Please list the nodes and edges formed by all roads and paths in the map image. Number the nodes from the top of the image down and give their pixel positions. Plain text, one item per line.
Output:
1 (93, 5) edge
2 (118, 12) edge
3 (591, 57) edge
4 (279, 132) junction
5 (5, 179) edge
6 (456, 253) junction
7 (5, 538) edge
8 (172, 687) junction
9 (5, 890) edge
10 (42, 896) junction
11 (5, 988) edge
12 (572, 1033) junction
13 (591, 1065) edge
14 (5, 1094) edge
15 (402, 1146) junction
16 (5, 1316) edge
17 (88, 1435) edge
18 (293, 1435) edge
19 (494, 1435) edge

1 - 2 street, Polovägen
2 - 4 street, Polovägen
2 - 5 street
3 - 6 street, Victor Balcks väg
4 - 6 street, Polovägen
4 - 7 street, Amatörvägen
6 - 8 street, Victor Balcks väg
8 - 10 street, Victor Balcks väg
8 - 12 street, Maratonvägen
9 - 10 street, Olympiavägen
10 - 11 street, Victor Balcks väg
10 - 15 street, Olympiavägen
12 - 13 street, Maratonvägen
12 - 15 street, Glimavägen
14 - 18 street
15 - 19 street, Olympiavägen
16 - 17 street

EXERCISE INSTRUCTIONS: Please restate the whole listing word for word.

PROBLEM SOLUTION:
Please list the nodes and edges formed by all roads and paths in the map image. Number the nodes from the top of the image down and give their pixel positions. Plain text, one item per line.
Output:
1 (93, 5) edge
2 (118, 12) edge
3 (591, 57) edge
4 (279, 132) junction
5 (5, 179) edge
6 (456, 253) junction
7 (5, 538) edge
8 (172, 687) junction
9 (5, 890) edge
10 (42, 896) junction
11 (5, 988) edge
12 (572, 1033) junction
13 (591, 1065) edge
14 (5, 1094) edge
15 (402, 1146) junction
16 (5, 1316) edge
17 (88, 1435) edge
18 (293, 1435) edge
19 (494, 1435) edge

1 - 2 street, Polovägen
2 - 4 street, Polovägen
2 - 5 street
3 - 6 street, Victor Balcks väg
4 - 6 street, Polovägen
4 - 7 street, Amatörvägen
6 - 8 street, Victor Balcks väg
8 - 10 street, Victor Balcks väg
8 - 12 street, Maratonvägen
9 - 10 street, Olympiavägen
10 - 11 street, Victor Balcks väg
10 - 15 street, Olympiavägen
12 - 13 street, Maratonvägen
12 - 15 street, Glimavägen
14 - 18 street
15 - 19 street, Olympiavägen
16 - 17 street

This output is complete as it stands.